Sepertinya ia masih juga penasaran dengan uang koin 500 itu. Akhirnya ku
katakan padanya, “kau ini, udahlah gak usah dicari lagi uang itu. Hanya
untuk 1
koin uang 500 kau nampak konyol sekali.” Putri terdiam. Ku lihat lelaki
yang
duduk di pojok angkot itu mentertawakan kami berdua. Ia Nampak asyik
tertawa
sambil menatap ke luar jendela. Sepertinya ia terpancing dengan
kekonyolan
Putri. Namun, ia nampak takut kami merasa tersinggung dan malu. Sambil
tertawa,
ia menutup mulutnya dengan kedua telapak tangannya dan memandang ke arah
jendela.
Begitupun
aku. Kekonyolan Putri memang terkadang membuatku kesal namun aku tak
bisa menahan perasaanku untuk terus mentertawakannya. “sebenernya bukan
masalah
nominalnya sih. Tapi aku bener-bener penasaran. Masa tiba-tiba ilang
gitu aja.”
Ucap Putri padaku.

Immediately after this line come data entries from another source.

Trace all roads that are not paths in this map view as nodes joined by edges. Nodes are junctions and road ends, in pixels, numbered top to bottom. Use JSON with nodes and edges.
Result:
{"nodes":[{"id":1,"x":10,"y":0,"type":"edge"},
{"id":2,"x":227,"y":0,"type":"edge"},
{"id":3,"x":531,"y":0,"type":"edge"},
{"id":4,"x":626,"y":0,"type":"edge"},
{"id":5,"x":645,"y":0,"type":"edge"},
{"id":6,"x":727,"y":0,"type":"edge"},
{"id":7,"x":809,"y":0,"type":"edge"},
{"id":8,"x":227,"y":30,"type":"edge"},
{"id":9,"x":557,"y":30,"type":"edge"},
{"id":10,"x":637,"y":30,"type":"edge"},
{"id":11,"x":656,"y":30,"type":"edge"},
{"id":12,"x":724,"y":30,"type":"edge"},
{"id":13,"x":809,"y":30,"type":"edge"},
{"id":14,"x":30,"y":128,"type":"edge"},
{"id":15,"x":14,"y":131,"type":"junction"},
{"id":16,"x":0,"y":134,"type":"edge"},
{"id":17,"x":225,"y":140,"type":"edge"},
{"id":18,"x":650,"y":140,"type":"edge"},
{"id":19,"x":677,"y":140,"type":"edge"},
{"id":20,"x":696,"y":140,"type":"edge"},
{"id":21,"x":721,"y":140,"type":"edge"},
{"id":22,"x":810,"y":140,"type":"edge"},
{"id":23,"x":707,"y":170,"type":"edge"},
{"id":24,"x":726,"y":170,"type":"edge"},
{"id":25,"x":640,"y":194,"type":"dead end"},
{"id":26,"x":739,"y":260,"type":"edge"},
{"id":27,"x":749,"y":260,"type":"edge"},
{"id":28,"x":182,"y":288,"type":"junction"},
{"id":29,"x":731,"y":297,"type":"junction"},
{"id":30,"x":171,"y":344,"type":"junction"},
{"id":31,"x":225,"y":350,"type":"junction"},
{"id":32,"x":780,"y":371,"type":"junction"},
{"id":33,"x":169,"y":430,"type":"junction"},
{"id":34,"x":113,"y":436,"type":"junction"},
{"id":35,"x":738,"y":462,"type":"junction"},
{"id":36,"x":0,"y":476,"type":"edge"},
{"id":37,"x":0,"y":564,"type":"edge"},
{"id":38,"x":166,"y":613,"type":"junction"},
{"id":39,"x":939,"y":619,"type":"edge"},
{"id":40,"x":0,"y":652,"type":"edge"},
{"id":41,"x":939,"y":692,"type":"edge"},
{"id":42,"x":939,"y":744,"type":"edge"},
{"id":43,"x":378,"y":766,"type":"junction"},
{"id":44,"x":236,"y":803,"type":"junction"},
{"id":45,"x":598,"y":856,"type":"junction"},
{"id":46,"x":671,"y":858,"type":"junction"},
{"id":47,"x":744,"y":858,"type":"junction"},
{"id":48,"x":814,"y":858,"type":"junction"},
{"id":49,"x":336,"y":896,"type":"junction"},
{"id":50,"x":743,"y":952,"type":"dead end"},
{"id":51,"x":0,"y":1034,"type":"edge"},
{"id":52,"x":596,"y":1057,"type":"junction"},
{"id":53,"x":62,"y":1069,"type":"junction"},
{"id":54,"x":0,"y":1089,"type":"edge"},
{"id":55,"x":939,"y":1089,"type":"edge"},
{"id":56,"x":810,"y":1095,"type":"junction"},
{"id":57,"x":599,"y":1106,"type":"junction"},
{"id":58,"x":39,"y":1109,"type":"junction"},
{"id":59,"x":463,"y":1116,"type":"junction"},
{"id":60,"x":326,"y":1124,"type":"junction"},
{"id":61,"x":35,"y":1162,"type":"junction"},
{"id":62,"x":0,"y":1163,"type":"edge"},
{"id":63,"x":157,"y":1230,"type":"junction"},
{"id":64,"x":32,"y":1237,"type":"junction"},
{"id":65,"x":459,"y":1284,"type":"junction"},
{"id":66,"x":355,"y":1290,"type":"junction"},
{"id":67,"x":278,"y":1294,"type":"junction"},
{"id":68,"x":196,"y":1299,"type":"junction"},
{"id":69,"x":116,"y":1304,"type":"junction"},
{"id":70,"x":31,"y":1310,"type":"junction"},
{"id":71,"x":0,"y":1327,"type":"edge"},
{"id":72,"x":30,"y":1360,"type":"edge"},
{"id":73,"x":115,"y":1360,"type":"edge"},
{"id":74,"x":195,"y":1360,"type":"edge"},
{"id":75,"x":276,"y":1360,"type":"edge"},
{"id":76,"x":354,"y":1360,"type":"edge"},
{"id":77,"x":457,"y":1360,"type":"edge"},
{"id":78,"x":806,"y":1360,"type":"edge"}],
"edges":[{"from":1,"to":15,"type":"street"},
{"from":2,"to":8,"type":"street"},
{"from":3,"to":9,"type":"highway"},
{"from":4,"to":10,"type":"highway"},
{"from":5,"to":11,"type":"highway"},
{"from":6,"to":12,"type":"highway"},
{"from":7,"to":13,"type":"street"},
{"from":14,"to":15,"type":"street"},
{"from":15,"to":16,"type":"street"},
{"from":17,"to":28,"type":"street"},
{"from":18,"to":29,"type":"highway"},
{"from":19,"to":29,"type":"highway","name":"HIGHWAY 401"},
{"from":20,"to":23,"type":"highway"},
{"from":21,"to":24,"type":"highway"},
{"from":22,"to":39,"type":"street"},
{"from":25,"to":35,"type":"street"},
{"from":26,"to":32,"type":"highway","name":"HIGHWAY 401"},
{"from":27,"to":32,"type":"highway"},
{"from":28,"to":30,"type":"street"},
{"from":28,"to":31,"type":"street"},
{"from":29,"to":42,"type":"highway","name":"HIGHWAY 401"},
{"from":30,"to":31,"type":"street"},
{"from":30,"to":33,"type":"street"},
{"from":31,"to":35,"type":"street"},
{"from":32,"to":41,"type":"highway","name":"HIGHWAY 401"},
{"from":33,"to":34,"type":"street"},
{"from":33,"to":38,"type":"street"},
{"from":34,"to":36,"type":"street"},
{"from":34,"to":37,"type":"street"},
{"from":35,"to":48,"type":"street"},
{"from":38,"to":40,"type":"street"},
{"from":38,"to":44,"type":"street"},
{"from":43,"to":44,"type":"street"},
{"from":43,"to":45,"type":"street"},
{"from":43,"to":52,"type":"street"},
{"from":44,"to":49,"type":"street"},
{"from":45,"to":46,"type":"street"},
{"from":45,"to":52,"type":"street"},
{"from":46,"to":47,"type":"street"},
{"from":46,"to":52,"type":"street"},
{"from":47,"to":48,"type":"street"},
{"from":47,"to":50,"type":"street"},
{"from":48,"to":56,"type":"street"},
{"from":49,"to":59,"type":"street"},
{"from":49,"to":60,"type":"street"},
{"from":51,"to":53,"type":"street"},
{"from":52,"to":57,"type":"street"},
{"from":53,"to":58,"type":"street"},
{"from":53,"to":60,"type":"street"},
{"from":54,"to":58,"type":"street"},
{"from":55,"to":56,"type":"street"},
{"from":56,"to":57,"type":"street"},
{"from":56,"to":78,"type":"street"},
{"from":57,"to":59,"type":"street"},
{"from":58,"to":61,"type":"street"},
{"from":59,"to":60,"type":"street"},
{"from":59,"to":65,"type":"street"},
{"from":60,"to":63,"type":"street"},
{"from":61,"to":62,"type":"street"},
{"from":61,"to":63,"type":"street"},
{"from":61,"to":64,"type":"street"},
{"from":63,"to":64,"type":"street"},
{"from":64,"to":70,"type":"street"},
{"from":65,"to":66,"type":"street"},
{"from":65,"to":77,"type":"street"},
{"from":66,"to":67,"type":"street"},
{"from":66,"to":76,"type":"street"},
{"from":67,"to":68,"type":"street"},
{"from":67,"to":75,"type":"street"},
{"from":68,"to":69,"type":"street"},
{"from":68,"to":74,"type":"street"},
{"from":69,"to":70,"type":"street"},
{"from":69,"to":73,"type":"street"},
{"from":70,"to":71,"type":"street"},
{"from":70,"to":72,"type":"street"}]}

Memang benar apa yang dia katakan. Uang itu terjatuh
masih
di dalam angkot, tapi ketika kami mencari, uang itu tidak ada. Rasa
penasaran
semakin menghantui kami. Kamipun kembali mencari uang koin tersebut. “
Put,
nyalakan handphone kamu, biar ada cahaya” ucapku. Putripun mengeluarkan
handphonenya. Cahaya handphone sedikit bisa memberikan penerangan untuk
kami.
Kuraba dasar angkot disekelilingku. Namun uang itu tak nampak jua.
Angkot
melaju dengan lambatnya. Sejenak angkot itu berhenti dan melaju lagi.
Setiap
angkot berhenti untuk mengetem, kami mencari uang koin itu. “aku
benar-benat
penasaran dengan uang koin itu” ucapku. “iya benar” sambung Putri.
Ku
tengok ke arah pojok angkot, lagi-lagi lelaki itu mentertawakan kami.
Namun
nampaknya kali ini ia merasa tersentuh untuk membantu kami mencari uang
koin tersebut. Perlahan ia mendekati kami. Dia berusaha menemukan uang
koin
itu. Tapi kami berdua menghentikannya. “sudah pak, tidak usah dicari.
Tidak
apa-apa nanti kami malah merepotkan.” Ujarku. Dia ternyata sangat baik,
walaupun wajah garangnya nampak menakutkan. Lelaki itupun kembali
mentertawakan
kami sambil berkata, “tidak akan mungkin jauh dari angkot ini”. Kamipun
memang
mempunyai pemikiran yang sama dengannya. Namun uang itu benar-benar
memudarkan
fikiran kami. Sejenak kami hentikan pencarian uang koin itu. “sudahlah,
apa
arti uang 500 rupiah? Anggap saja kau telah menyedekahkan uang itu”
ucapku pada
Putri. Dengan cepat ia menjawab, “kau ini, itu sangat berharga. Uang 500
itu
bisa kubelikan satu potong bala-bala”. Yah, seperti itulah Putri. Ia
tidak
pernah mau kalah bicara dengan siapapun. Akupun memilih untuk diam.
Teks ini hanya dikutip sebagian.